Peter Farris oppose ici deux mondes et deux types de criminalité. D’abord celle prévalant en ville, dominée par les gangs violents, la collusion entre les organisations criminelles et les politiques accros au sexe et à la drogue. Une criminalité contemporaine d’hommes d’affaires, sans état d’âme, où les ressources humaines sont gérées à grand renfort de menaces et de tueries. A cet univers, l’auteur américain oppose une criminalité relevant plus de la tradition, voire du folklore, celle au charme légèrement suranné des gagne-petits, bootleggers roublards jouant à cache-cache avec la police.


Il relève son récit d’une touche insolite, mettant en scène la rencontre improbable entre une fille perdue, travailleuse du sexe réduite en esclavage, et un vieil original, solitaire et travaillé par la misanthropie.
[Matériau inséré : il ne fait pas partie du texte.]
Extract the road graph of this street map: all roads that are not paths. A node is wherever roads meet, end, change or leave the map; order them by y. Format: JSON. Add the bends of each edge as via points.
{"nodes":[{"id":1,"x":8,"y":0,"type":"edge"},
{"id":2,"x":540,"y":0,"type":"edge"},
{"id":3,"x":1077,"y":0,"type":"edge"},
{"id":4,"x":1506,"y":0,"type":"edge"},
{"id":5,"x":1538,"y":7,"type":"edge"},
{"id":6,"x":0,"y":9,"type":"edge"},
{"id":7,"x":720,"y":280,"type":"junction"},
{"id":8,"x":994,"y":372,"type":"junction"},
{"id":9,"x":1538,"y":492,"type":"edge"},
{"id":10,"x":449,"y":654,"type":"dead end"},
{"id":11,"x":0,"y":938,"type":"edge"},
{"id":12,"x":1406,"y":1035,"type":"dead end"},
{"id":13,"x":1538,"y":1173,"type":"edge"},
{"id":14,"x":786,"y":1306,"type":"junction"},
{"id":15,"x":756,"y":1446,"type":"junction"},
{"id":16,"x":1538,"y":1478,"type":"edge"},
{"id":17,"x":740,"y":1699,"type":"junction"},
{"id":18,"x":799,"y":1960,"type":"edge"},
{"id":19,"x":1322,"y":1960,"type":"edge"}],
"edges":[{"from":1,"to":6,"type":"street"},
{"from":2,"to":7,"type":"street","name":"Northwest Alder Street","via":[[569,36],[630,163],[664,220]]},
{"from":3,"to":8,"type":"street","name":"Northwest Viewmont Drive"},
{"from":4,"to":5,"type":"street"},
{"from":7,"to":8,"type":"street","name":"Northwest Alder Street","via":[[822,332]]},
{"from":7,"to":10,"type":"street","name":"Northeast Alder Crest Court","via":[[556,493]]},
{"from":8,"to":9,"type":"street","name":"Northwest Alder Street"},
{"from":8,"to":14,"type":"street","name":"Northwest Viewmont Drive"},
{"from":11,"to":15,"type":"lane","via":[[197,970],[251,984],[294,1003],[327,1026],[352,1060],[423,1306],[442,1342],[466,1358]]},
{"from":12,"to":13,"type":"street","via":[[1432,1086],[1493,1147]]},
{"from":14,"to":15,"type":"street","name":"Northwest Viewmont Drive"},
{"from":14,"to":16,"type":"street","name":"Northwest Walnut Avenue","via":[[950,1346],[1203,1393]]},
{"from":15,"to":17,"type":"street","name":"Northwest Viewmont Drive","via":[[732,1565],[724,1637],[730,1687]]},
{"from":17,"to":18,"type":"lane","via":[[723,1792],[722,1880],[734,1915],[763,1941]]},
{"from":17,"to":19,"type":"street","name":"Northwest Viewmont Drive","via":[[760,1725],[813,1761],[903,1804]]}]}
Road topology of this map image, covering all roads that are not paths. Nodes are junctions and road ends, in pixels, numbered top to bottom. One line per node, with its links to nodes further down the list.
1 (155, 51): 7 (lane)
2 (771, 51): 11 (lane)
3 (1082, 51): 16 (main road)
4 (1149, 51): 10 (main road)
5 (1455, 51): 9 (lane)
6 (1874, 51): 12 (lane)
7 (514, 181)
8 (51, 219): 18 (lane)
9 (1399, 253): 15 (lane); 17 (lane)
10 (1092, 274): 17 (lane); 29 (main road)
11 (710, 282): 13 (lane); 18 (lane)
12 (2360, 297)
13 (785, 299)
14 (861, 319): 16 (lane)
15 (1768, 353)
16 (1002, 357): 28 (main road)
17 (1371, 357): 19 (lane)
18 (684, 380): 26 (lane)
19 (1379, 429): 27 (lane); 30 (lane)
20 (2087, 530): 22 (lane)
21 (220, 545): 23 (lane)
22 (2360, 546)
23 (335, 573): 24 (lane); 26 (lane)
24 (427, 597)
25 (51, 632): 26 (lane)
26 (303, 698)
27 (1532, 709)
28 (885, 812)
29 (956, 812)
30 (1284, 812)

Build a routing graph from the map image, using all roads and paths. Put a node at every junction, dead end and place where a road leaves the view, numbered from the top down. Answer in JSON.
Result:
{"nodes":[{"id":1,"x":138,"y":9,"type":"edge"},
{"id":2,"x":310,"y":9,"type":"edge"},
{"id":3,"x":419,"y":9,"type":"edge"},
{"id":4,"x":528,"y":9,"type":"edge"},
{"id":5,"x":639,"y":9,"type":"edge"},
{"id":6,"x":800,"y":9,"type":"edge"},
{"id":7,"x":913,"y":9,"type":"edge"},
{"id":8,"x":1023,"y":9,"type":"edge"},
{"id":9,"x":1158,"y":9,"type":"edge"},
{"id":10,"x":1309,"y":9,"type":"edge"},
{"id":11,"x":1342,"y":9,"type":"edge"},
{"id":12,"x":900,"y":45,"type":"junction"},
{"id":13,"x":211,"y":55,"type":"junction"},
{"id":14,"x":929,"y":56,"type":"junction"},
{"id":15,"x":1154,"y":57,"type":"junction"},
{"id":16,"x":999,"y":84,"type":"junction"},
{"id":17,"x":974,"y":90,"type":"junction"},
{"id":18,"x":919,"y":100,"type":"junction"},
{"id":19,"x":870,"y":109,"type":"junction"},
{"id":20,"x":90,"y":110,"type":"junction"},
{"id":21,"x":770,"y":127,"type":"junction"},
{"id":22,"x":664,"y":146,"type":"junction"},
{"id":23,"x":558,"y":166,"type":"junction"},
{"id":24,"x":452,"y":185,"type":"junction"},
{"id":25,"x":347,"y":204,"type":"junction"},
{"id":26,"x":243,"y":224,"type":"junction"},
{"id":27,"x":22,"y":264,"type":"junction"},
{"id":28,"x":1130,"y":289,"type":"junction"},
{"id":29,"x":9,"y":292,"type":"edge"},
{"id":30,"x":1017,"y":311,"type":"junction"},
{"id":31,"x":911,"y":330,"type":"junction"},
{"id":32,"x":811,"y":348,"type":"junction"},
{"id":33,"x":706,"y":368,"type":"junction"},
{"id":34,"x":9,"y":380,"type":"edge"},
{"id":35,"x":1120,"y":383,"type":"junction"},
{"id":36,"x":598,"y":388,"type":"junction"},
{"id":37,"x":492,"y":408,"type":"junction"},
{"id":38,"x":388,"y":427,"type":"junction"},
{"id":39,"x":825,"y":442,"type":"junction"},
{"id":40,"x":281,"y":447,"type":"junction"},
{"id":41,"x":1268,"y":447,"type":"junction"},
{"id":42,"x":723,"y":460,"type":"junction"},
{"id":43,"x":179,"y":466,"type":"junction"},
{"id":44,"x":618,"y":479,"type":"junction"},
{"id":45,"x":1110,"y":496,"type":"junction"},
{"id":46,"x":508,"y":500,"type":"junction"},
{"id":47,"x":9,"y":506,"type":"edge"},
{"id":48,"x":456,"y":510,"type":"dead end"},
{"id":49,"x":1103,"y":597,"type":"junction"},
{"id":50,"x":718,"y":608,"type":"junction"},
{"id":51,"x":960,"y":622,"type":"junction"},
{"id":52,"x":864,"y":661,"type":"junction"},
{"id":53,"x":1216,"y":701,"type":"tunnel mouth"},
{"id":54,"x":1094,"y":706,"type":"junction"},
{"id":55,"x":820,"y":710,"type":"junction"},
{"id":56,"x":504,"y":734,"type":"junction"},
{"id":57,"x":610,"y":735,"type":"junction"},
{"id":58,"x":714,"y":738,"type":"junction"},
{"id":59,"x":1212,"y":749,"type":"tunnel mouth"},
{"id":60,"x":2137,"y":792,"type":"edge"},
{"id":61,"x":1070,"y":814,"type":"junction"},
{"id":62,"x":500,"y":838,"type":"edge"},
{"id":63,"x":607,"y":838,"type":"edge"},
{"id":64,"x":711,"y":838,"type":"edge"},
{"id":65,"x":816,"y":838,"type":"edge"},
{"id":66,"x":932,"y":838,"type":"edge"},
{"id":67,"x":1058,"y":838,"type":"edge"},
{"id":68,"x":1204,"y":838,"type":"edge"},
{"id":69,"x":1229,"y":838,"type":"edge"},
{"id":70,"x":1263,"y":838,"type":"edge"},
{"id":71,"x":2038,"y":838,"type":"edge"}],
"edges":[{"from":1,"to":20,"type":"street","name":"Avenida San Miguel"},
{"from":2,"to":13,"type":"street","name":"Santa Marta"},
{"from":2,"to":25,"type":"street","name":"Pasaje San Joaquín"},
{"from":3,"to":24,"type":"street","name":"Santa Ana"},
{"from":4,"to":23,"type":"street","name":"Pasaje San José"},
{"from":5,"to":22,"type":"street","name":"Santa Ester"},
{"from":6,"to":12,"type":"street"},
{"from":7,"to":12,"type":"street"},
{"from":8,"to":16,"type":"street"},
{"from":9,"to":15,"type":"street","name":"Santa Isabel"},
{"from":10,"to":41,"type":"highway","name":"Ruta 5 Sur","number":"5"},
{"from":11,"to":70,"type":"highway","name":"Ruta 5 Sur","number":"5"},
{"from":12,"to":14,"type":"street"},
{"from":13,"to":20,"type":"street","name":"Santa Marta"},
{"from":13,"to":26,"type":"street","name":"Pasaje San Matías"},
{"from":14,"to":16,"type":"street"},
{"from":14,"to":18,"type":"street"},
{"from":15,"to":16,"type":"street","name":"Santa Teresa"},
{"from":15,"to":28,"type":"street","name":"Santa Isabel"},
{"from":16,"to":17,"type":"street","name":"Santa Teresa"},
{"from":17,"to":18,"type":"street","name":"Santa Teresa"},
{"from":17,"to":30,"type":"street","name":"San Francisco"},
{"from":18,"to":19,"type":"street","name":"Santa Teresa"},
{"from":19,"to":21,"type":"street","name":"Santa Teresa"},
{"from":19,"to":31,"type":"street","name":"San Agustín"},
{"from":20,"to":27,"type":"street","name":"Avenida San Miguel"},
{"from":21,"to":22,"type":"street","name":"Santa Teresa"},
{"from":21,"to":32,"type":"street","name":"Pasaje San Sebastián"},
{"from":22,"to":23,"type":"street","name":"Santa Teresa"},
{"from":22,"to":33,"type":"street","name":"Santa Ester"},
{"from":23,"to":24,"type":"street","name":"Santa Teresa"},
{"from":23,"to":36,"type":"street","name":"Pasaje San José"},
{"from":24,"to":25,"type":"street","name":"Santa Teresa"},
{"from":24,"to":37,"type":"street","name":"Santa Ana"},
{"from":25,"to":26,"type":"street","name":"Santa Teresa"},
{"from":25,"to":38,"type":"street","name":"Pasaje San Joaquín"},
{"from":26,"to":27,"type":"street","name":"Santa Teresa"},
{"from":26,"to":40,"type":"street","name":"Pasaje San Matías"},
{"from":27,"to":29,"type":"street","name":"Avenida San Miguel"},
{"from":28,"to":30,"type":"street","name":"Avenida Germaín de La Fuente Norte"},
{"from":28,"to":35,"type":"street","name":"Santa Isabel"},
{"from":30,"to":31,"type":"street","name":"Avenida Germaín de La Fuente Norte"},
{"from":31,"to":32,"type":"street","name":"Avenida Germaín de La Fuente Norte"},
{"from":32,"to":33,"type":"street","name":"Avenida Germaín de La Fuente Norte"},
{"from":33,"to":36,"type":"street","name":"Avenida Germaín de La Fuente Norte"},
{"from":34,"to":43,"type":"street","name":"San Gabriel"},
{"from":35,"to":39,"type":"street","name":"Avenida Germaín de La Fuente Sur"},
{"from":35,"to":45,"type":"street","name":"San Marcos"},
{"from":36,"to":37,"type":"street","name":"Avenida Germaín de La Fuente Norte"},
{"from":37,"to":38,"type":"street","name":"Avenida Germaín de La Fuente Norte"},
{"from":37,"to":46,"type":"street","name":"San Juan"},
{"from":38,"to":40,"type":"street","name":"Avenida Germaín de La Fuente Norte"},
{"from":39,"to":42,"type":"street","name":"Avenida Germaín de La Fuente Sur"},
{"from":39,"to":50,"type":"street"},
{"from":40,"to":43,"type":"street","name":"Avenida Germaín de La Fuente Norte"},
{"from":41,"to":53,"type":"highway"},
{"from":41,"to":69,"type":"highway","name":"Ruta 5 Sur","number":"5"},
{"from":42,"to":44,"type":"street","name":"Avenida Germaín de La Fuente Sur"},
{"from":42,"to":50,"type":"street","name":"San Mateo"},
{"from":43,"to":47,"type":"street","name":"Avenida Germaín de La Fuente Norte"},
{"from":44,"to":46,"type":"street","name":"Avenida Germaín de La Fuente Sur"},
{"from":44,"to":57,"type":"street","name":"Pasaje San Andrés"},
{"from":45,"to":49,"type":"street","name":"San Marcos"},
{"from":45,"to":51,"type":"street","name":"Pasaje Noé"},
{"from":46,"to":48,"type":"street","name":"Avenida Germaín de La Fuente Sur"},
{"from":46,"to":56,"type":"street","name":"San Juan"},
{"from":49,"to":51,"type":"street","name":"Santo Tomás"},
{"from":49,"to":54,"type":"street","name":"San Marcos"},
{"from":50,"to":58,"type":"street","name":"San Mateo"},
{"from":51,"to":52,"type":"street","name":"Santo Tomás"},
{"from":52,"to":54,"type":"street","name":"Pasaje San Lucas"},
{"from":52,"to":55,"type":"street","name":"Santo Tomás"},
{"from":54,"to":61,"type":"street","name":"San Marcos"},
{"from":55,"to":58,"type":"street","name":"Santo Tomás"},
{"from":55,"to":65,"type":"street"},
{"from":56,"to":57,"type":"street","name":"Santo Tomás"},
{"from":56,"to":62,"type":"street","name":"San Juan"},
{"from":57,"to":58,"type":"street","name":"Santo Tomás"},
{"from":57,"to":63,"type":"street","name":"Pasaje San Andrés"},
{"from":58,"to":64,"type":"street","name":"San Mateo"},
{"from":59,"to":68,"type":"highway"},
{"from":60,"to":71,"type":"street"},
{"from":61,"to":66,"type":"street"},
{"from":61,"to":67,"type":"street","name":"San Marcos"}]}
D’aucun diraient un plouc, mais conformément au dicton qui dit qu’il faut se méfier des apparences, le bougre réserve quelques surprises aux agresseurs de Maya.


De cette rencontre découle une histoire attachante et sans chichis, s’amusant des codes du roman noir avec une certaine maîtrise et un plaisir manifeste, Peter Farris ne s’interdisant pas un happy-end qui évite heureusement l’écueil de la nunucherie. Bref, voici de quoi passer un bon moment en mauvaise compagnie.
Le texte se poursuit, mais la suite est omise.